■ WHAT THE TASK ASKS:
Quote the listing below in its entirety, omitting every image.
:: DATASET RECORDS
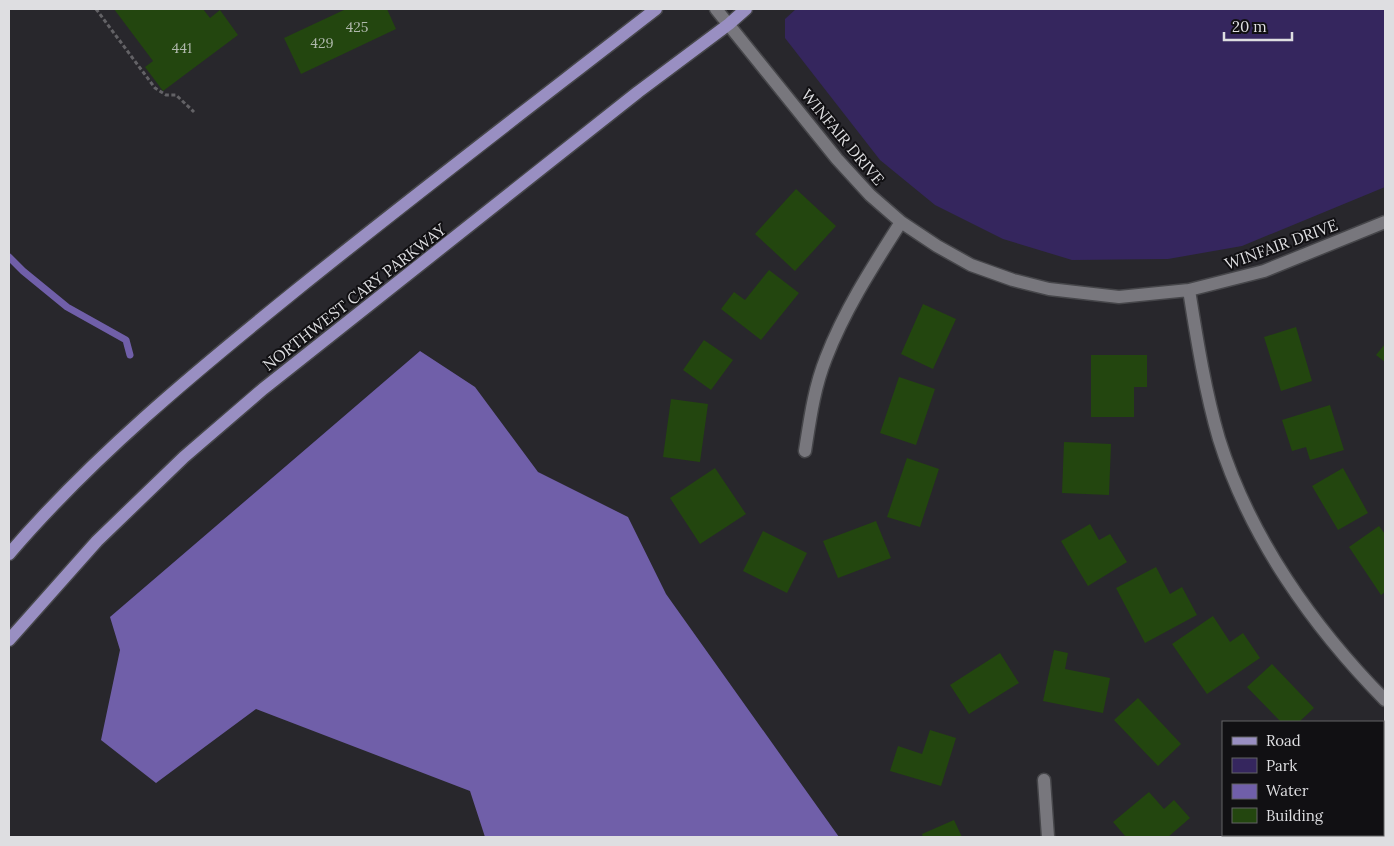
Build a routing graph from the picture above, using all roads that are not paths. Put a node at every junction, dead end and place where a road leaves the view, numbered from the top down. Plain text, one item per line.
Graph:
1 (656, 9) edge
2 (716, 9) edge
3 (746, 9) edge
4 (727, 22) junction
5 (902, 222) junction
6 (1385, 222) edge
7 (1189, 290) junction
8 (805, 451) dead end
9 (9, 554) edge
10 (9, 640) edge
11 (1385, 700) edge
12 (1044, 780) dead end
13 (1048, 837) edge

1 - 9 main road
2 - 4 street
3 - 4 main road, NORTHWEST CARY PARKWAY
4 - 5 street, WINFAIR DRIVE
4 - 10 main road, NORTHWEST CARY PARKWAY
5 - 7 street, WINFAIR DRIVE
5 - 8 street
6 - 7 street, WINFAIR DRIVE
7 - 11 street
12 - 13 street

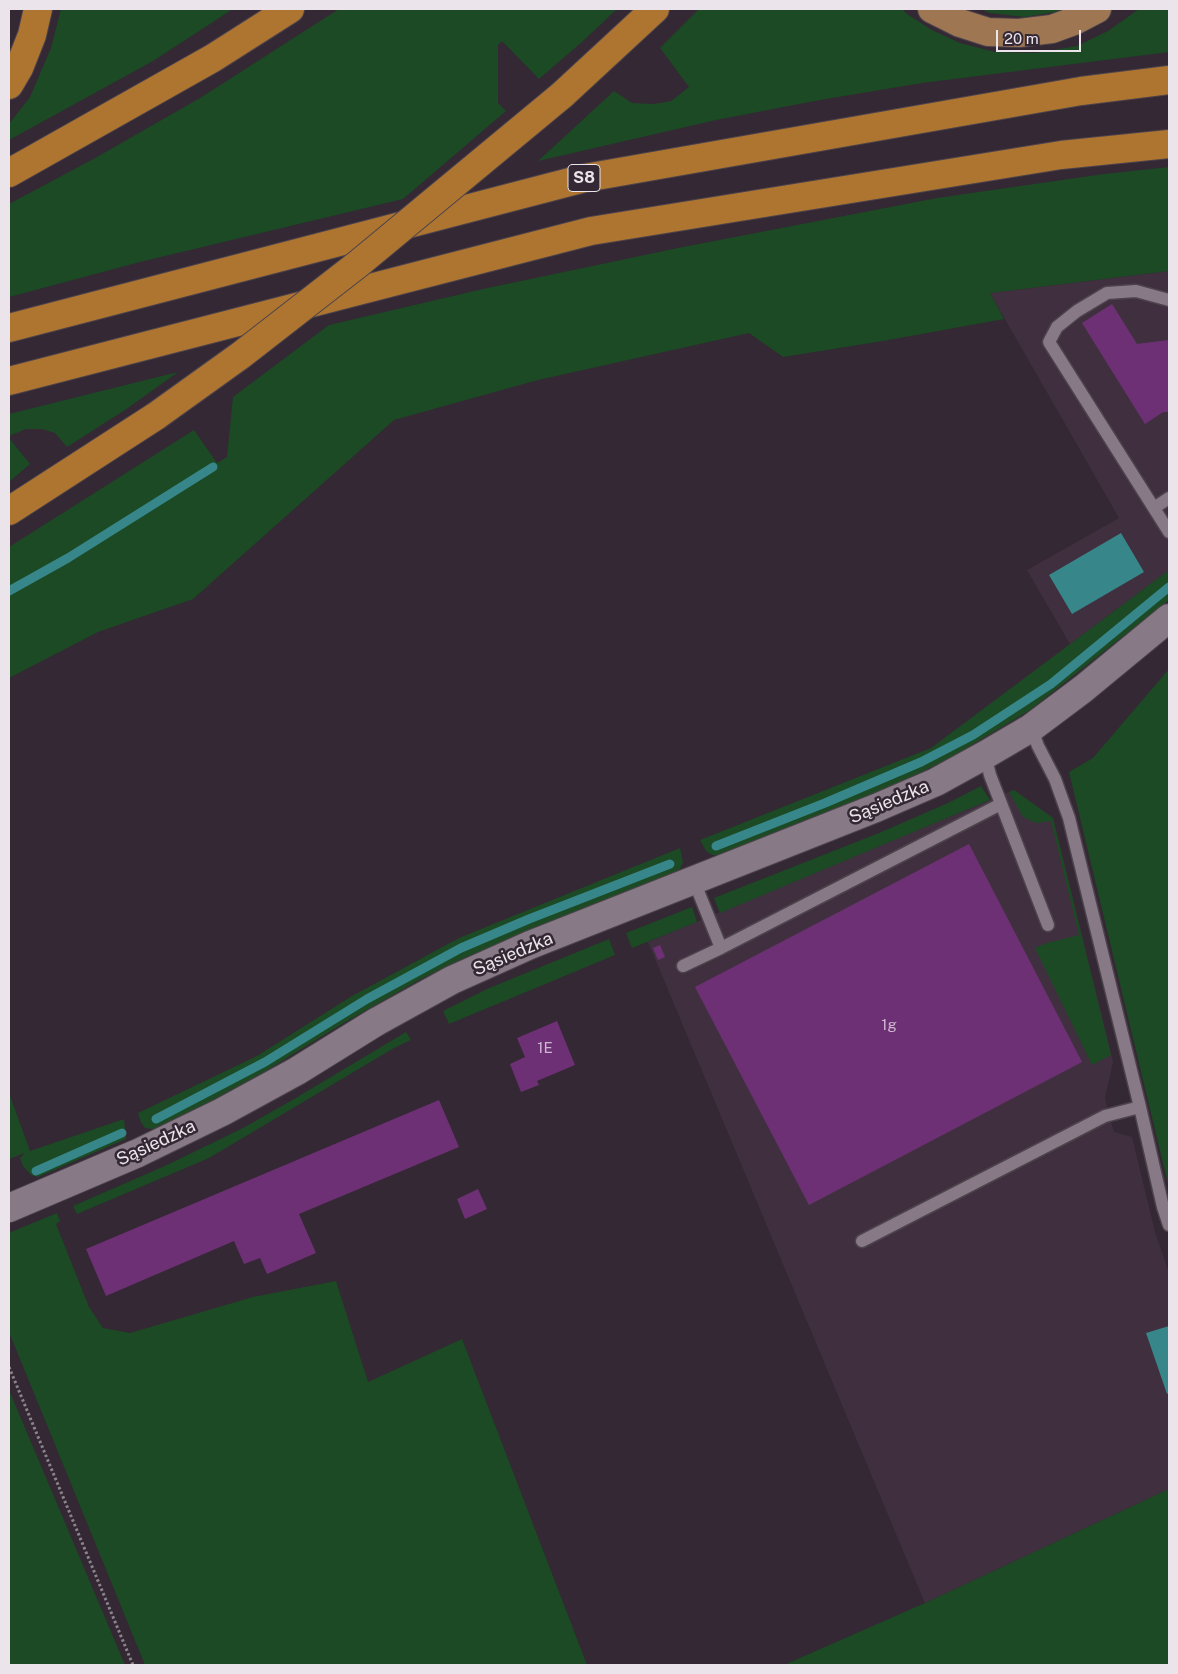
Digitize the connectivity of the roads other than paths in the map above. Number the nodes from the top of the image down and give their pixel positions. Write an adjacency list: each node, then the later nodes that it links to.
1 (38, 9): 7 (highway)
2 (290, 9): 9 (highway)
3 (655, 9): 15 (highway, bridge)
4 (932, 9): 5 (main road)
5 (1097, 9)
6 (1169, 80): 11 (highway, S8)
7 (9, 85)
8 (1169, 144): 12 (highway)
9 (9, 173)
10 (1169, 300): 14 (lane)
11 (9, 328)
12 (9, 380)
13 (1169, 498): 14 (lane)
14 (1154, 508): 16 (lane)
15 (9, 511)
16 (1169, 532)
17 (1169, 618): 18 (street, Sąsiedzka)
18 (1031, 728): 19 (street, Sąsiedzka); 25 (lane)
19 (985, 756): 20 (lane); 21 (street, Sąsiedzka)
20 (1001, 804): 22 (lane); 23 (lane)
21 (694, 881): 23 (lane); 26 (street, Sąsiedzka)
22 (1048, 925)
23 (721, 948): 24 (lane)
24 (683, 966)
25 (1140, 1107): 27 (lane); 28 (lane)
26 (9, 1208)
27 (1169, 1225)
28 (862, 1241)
::::
■ SOLUTION FOR THIS PROBLEM:
Build a routing graph from the picture above, using all roads that are not paths. Put a node at every junction, dead end and place where a road leaves the view, numbered from the top down. Plain text, one item per line.
Graph:
1 (656, 9) edge
2 (716, 9) edge
3 (746, 9) edge
4 (727, 22) junction
5 (902, 222) junction
6 (1385, 222) edge
7 (1189, 290) junction
8 (805, 451) dead end
9 (9, 554) edge
10 (9, 640) edge
11 (1385, 700) edge
12 (1044, 780) dead end
13 (1048, 837) edge

1 - 9 main road
2 - 4 street
3 - 4 main road, NORTHWEST CARY PARKWAY
4 - 5 street, WINFAIR DRIVE
4 - 10 main road, NORTHWEST CARY PARKWAY
5 - 7 street, WINFAIR DRIVE
5 - 8 street
6 - 7 street, WINFAIR DRIVE
7 - 11 street
12 - 13 street

Digitize the connectivity of the roads other than paths in the map above. Number the nodes from the top of the image down and give their pixel positions. Write an adjacency list: each node, then the later nodes that it links to.
1 (38, 9): 7 (highway)
2 (290, 9): 9 (highway)
3 (655, 9): 15 (highway, bridge)
4 (932, 9): 5 (main road)
5 (1097, 9)
6 (1169, 80): 11 (highway, S8)
7 (9, 85)
8 (1169, 144): 12 (highway)
9 (9, 173)
10 (1169, 300): 14 (lane)
11 (9, 328)
12 (9, 380)
13 (1169, 498): 14 (lane)
14 (1154, 508): 16 (lane)
15 (9, 511)
16 (1169, 532)
17 (1169, 618): 18 (street, Sąsiedzka)
18 (1031, 728): 19 (street, Sąsiedzka); 25 (lane)
19 (985, 756): 20 (lane); 21 (street, Sąsiedzka)
20 (1001, 804): 22 (lane); 23 (lane)
21 (694, 881): 23 (lane); 26 (street, Sąsiedzka)
22 (1048, 925)
23 (721, 948): 24 (lane)
24 (683, 966)
25 (1140, 1107): 27 (lane); 28 (lane)
26 (9, 1208)
27 (1169, 1225)
28 (862, 1241)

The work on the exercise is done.